From my seat in the van, the rows of tomato plants looked like neatly laid pick-up-sticks. It was harvest time near Quincy, Florida, picking season for hundreds of migrant workers. With a team of youth, I was ready to spend a week renovating an old church and community center. Yet after that week of labor, my most valuable lesson came not from my own efforts, but from spending time with the church community.
One kind family invited us to come with them to the tomato fields. Early in the morning we rose, dressed in long sleeves for protection, and went to meet the family. They smiled, slowing their routine to be patient with us. I met their daughter, who was almost my age. She and her brother taught me how to pick the best tomatoes, those of good size and color. In the hot sun, they showed us where they kept water, and laughed with us when we took breaks. I realized how much I had in common with the girl, two young people with hopes and dreams, separated only by space and culture. I learned what it is to understand, to be open to new people and ways of life. That Sunday, I met the girl and her brother again. They came to the church bringing tomatoes and fresh watermelon to share. This family, whose life depended on filling baskets with tomatoes, took precious time to share their profits with us, with me.
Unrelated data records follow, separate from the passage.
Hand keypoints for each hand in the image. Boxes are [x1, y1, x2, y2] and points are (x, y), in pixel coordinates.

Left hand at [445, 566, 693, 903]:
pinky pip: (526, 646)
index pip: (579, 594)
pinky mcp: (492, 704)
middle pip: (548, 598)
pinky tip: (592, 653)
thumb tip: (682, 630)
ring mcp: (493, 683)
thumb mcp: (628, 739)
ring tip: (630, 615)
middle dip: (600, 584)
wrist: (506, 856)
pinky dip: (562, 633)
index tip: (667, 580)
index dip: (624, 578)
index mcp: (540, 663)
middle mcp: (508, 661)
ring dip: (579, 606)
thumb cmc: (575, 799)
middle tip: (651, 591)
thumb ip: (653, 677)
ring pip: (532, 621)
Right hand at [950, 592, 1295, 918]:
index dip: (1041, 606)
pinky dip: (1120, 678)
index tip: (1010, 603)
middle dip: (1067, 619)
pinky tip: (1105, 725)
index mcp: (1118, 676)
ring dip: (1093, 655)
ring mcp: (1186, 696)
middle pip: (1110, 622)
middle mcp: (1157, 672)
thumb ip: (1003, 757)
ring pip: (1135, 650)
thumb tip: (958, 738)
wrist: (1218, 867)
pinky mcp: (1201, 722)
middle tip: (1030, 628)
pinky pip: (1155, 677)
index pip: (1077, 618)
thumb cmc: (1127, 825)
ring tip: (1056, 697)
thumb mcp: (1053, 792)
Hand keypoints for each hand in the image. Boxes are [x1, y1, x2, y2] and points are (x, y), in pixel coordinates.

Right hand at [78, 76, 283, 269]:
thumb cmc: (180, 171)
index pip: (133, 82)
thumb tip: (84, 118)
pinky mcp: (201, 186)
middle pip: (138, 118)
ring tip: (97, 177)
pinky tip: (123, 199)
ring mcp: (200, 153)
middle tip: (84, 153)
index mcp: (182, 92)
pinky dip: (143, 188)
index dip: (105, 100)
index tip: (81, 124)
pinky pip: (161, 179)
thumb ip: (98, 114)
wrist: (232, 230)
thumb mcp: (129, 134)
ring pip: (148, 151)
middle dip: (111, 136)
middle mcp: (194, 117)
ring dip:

They understood the joy and goodness of life far better than any of us, teenagers from the city. We were the ones who seemed to have everything, yet it was I who had so much to learn. From their warm and open kindness, I saw the beauty of sharing with others. They, who had little, truly understood the value of giving.
I think often of the girl and her family, where they moved, and how they are living. Her family sparked my belief in the necessity of caring, compassionate respect for others. The migrant people showed me that I, one with so much, have a responsibility to share with those who have little. I went to spend a week giving and ended up receiving so much more. I believe that by giving, with honest respect and cooperation, we can truly be part of the human family.